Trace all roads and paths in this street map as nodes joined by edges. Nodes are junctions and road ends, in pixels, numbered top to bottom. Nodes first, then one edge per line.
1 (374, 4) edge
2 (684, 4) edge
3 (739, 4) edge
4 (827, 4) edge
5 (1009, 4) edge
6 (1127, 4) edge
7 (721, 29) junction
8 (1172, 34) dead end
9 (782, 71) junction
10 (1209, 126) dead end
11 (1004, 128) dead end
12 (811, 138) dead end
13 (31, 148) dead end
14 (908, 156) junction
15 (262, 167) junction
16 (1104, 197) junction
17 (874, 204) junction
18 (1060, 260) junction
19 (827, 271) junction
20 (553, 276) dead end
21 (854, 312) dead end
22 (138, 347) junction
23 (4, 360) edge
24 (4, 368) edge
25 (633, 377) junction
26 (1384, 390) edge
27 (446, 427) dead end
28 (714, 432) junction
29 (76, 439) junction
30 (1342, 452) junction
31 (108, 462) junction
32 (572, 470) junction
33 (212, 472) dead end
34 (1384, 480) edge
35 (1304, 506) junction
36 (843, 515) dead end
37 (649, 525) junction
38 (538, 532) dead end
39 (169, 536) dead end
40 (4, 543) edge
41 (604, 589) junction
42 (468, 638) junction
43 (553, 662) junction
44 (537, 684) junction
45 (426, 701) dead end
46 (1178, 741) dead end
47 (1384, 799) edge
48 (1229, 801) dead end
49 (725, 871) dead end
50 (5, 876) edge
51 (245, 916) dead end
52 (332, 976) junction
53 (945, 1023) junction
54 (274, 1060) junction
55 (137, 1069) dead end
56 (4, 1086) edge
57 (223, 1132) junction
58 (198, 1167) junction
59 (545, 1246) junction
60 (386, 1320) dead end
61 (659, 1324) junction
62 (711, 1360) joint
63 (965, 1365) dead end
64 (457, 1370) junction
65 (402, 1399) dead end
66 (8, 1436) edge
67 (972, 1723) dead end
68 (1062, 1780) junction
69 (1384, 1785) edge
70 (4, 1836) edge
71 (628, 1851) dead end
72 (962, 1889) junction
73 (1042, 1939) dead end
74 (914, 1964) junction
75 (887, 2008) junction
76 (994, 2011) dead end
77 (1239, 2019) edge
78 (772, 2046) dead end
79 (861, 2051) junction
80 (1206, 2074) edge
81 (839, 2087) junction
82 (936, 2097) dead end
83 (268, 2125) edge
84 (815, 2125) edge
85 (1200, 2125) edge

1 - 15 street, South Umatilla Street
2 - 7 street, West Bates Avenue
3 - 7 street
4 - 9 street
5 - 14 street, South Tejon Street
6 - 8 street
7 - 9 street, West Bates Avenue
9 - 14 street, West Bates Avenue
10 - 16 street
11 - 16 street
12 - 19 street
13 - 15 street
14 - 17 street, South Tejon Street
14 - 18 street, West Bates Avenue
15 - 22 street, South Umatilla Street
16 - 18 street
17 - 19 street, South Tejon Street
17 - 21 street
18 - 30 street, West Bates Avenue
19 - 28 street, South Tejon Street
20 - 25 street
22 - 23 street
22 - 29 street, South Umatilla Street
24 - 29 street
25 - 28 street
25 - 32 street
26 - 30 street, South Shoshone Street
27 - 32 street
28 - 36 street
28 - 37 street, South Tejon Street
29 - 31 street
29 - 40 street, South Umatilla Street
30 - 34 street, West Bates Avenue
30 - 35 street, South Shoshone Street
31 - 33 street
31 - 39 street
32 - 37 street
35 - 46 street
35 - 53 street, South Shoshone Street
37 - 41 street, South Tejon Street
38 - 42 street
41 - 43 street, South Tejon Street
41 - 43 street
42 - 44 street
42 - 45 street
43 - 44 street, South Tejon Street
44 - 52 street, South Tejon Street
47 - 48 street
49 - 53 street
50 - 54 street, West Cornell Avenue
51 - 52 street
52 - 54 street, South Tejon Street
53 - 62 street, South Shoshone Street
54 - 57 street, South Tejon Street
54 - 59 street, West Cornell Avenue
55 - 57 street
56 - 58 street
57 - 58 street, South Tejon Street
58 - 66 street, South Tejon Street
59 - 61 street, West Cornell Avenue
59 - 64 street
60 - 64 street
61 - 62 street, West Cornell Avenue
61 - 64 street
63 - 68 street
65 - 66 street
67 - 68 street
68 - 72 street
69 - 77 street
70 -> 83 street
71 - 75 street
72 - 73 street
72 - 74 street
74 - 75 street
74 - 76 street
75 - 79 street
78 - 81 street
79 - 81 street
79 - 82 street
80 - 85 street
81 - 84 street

* * * * * * *

» **EXERCISE**
In the data shown above, how many lines hold the string "Umatilla"? The answer is the number alone.

» **THE COMPLETED TASK**
4